When I wrote my last blog post, the video of Donald Trump describing sexually assaulting a woman had not yet surfaced.
When I first heard his words on that recording, I felt nothing. I wasn’t angry or hurt. I was not phased by it, because I have become immune to his hateful and disturbing rhetoric. Nothing this man says surprises me anymore. I am numb.
Of course, the more I heard his words repeated, the angrier I got. I’m a college woman and I can’t count on one hand the number of people I know who have been violated, abused, and assaulted. I think about what it must be like for them to have to hear Trump say those things – and then defend them as “locker room talk.”
My heart aches because a man who clearly doesn’t understand basic consent might be President of the United States in less than a month. I am so deeply angry for so many reasons.
But here’s one of the things that angers and puzzles me the most: there are many people out there that, despite recent events, are still relentlessly defending him.
I post about politics quite a lot because I think that in a world where social media is such a huge part of our lives, it’s important to also utilize it as a tool to have conversations about important issues.
Naturally, when I post controversial thoughts, I receive controversial responses. Usually these conversations frustrate me but also help me to better understand views that differ from my own. Even if I don’t agree with someone, I still want to know why they think the way they do. The conversations are usually somewhat productive for me, despite causing my blood pressure to rise upon occasion.
However, this is absolutely not the case when it comes to Trump supporters.
I’ve found that die-hard Trump fans cannot be reasoned with. In typical Donald Trump fashion, they tend to spread the views and theories spewed by conservative media outlets as if they’re indisputable facts, while simultaneously attempting to discredit media sources like the New York Times and sometimes even the Wall Street Journal. The true irony of it all is that they don’t mind listening to Donald Trump lie on national television, but they despise Hillary Clinton for being a “liar.”

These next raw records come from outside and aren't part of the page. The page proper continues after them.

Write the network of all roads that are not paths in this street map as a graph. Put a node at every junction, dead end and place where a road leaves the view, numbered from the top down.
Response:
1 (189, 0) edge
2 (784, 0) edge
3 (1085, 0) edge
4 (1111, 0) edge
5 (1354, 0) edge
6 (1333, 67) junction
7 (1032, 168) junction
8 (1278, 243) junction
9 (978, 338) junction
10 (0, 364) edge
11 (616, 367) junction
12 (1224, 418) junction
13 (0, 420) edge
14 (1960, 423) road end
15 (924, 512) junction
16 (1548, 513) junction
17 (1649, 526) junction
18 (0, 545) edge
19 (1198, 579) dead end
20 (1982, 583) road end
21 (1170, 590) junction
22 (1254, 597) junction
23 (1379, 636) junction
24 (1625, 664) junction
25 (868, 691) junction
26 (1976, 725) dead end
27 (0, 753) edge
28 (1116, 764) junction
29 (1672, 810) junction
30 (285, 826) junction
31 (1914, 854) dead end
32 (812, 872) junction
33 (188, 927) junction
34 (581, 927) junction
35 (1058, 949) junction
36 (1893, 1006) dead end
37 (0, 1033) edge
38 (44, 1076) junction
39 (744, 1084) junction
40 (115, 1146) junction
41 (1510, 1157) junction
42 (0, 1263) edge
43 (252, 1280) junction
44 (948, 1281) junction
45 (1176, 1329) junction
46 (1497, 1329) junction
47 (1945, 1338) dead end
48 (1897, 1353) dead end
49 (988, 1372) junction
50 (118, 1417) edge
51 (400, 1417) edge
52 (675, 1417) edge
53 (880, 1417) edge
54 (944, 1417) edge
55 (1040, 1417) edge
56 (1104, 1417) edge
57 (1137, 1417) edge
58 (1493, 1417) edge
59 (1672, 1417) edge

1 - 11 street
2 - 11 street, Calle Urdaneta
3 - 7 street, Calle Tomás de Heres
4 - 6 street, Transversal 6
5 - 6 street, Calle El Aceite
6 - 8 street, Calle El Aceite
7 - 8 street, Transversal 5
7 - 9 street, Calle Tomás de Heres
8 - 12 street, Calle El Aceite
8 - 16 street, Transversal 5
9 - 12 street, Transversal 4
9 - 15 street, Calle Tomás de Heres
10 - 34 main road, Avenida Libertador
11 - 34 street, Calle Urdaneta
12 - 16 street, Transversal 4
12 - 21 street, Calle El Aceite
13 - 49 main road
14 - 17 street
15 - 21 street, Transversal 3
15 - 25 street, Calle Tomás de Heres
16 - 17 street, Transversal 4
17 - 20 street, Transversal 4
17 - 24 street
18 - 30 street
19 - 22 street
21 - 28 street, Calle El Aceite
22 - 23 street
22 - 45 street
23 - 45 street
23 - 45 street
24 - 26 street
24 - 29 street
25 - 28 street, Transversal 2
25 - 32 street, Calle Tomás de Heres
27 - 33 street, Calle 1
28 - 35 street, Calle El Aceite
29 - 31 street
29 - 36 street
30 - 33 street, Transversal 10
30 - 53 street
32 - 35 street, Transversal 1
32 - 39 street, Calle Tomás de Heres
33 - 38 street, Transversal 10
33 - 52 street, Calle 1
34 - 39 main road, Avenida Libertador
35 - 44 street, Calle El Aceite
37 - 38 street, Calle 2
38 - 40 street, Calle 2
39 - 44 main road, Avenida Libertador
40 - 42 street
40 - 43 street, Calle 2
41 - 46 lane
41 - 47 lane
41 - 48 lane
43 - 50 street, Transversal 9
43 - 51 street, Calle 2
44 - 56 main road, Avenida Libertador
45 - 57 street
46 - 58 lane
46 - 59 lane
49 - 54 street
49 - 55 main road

And speaking of Hillary Clinton: I’ve noticed that Trump supporters’ favorite way to defend Donald Trump is to ignore the criticisms of him and simply bring up random criticisms of Clinton, which is an incredibly counterproductive.
Of course, this is a generalization of Trump supporters. Maybe there are some out there who aren’t like this and I just haven’t met them yet. Again, this is simply a reflection of my experiences engaging with Trump supporters.
When I really think about it, it makes sense. Trump supporters are voting for a man who continuously makes xenophobic, sexist, and ignorant remarks and then refuses to apologize for any of them. Every time he does something outrageous (which occurs too frequently to really keep track of), they make excuses and shrug it off.
Trump does not have any experience with politics or foreign affairs. He has the temper of a teething toddler who missed nap time. But millions of Americans trust him with what is arguably the most important job in the world.
Because I have found that Trumps supporters don’t respond well to basic logic, my stimulating political discussions have slowly turned into infuriating debates between myself and people who make misguided comments that go against everything I stand for. I am no longer learning from these discussions; rather, they leave me feeling disheartened, confused, and scared for the future.
What used to be a dialogue containing a difference of opinion is now saturated with hate.
So from now on, I don’t plan on engaging in any sort of discourse with Trump supporters, whether it’s online or in person. Usually I love having my views challenged and listening to those I disagree with. But Trump and his supporters are exceptions to this. I can no longer justify listening to his followers defend views that dehumanize so many people.
I question the morals of anyone choosing to vote for Donald Trump, and I no longer wish for them to share their thoughts and opinions with me.
My mom always tells me, “Ann, you’ve got to stop arguing with people who live in their own little bubble. Their world is so much different from yours – but not in a good way. You can’t change that.”
She’s right, of course.
If you are also feeling frustrated and scared by the prospect of Donald Trump becoming President, consider this a warning from me: engaging with people who show unwavering support for this man cannot see in him what you and I see. They don’t understand how dangerous he is – or maybe they do, but just don’t care.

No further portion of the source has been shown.